Agile Data Warehouse Modeling: How to Build a Virtual Type 2 Slowly Changing Dimension
One of the ongoing complaints about many data warehouse projects is that they take too long to delivery. This is one of the main reasons that many of us have tried to adopt methods and techniques (like SCRUM) from the agile software world to improve our ability to deliver data warehouse components more quickly.
So, what activity takes the bulk of development time in a data warehouse project?
Writing (and testing) the ETL code to move and transform the data can take up to 80% of the project resources and time.
So if we can eliminate, or at least curtail, some of the ETL work, we can deliver useful data to the end user faster.
One way to do that would be to virtualize the data marts.
For several years Dan Linstedt and I have discussed the idea of building virtual data marts on top of a Data Vault modeled EDW.

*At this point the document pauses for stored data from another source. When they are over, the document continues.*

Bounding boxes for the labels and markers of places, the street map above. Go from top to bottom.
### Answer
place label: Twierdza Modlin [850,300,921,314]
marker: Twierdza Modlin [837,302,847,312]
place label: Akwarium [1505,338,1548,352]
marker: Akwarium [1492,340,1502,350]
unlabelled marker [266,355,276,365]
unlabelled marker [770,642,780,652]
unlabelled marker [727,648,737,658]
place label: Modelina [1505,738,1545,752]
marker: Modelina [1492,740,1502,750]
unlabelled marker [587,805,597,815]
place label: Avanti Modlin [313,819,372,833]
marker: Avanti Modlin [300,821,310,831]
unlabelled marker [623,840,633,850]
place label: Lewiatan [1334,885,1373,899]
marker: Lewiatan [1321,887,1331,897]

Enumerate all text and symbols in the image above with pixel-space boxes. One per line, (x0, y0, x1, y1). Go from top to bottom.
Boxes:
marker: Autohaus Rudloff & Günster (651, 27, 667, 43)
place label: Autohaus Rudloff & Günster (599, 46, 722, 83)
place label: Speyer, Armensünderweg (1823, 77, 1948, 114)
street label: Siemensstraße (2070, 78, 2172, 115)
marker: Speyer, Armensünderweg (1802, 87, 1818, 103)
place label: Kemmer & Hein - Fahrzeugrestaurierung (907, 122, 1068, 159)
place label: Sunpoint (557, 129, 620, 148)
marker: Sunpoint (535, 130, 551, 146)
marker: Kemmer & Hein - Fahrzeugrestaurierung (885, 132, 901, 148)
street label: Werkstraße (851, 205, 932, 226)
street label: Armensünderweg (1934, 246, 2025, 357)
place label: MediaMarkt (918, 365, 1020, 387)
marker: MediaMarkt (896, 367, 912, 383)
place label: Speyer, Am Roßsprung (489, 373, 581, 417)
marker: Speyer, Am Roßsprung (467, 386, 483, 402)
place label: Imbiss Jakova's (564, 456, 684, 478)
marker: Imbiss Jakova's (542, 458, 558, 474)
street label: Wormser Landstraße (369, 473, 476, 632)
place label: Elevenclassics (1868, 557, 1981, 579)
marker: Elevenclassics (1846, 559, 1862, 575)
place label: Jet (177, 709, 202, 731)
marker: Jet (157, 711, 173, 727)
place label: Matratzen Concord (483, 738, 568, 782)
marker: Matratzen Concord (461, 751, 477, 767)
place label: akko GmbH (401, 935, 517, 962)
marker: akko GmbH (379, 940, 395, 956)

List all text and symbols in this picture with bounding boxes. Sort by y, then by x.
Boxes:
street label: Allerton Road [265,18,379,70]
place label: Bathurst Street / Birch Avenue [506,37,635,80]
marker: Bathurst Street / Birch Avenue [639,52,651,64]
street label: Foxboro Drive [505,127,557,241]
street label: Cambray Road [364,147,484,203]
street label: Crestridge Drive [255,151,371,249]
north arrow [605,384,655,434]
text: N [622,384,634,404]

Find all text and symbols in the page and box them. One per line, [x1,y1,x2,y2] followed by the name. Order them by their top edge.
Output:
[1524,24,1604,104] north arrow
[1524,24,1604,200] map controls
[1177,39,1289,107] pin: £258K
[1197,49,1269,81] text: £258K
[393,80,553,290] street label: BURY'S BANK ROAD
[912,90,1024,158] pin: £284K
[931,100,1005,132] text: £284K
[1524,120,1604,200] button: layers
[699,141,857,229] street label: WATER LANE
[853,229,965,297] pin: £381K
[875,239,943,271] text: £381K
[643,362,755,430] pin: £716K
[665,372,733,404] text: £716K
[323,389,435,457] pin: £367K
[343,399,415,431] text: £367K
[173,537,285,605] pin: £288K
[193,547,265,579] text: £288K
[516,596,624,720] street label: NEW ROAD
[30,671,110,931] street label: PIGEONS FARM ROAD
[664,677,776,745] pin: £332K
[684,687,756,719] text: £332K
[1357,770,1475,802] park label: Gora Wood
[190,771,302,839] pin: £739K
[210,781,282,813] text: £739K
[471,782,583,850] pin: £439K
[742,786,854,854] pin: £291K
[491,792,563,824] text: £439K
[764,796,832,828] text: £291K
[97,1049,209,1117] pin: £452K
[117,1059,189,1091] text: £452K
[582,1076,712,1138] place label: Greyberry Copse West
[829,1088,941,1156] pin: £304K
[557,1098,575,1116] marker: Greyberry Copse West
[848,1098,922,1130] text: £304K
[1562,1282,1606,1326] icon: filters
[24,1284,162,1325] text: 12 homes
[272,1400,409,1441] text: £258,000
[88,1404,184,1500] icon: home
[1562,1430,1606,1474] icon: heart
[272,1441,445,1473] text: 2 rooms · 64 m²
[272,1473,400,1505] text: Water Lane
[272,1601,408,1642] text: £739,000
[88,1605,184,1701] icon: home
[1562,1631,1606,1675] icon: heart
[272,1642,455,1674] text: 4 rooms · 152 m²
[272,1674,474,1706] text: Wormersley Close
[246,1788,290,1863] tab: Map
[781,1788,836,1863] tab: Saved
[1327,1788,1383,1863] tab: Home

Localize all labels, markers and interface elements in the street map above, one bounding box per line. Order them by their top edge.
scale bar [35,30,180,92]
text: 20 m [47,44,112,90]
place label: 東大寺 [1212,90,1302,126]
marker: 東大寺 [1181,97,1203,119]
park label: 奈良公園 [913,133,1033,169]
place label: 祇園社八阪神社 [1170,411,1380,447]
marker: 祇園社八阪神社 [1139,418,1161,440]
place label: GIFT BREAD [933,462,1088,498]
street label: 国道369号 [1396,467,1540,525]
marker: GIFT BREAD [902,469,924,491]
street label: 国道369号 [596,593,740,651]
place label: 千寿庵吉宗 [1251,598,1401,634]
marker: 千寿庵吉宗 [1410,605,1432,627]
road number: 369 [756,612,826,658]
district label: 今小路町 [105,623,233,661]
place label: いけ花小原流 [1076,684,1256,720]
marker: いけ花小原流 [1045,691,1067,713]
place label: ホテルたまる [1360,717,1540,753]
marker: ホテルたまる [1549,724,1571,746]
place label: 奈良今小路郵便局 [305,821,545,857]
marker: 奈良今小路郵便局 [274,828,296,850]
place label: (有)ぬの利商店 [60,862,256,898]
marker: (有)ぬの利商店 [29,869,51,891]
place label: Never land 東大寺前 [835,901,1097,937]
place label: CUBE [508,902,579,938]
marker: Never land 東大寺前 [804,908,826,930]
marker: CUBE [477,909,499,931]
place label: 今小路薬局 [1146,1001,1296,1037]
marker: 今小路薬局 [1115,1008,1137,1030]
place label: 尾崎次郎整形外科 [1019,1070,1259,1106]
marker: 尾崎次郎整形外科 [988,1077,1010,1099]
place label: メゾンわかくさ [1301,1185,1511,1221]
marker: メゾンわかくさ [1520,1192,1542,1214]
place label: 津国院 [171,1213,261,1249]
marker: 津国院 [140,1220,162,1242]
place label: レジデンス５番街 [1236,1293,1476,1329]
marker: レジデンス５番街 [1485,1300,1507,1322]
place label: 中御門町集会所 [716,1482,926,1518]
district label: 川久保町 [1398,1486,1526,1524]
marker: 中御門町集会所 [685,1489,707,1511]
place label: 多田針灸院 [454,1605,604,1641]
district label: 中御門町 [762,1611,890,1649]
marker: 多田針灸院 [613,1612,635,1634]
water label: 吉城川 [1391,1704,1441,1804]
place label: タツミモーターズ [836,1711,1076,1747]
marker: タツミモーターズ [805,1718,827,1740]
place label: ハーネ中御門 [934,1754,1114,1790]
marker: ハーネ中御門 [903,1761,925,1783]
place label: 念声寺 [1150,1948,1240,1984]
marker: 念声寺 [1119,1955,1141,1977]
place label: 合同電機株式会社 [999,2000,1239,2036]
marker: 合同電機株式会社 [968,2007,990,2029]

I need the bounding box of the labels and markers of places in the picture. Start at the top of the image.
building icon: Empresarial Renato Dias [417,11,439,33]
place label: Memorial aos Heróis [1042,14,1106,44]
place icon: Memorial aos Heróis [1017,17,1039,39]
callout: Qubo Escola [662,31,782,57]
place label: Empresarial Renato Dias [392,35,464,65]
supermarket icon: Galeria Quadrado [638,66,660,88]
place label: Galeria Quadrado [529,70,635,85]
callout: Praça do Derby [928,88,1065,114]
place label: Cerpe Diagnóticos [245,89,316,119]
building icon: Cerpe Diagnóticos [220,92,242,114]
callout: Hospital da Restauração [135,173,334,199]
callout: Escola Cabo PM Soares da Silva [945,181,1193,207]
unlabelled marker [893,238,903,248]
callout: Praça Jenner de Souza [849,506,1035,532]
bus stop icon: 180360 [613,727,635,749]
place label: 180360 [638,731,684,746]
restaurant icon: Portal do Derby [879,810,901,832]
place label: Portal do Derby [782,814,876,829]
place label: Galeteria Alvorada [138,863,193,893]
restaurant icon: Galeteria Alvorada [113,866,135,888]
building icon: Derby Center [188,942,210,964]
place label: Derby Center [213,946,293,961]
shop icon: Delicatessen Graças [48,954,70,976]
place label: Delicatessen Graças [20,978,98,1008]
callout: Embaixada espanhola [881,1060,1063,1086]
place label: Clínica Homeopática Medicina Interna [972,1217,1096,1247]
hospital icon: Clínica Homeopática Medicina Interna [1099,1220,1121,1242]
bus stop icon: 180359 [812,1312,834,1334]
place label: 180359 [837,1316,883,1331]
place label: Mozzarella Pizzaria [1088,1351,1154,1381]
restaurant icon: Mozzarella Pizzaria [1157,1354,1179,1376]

In the last few years I have floated the idea among the Oracle community. Fellow Oracle ACE Stewart Bryson and I even created a presentation this year (for #RMOUG and #KScope13) on how to do this using the Business Model (meta-layer) in OBIEE (It worked great!).
While doing this with a BI tool is one approach, I like to be able to prototype the solution first using Oracle views (that I build in SQL Developer Data Modeler of course).
The approach to modeling a Type 1 SCD this way is very straight forward.
How to do this easily for a Type 2 SCD has evaded me for years, until now.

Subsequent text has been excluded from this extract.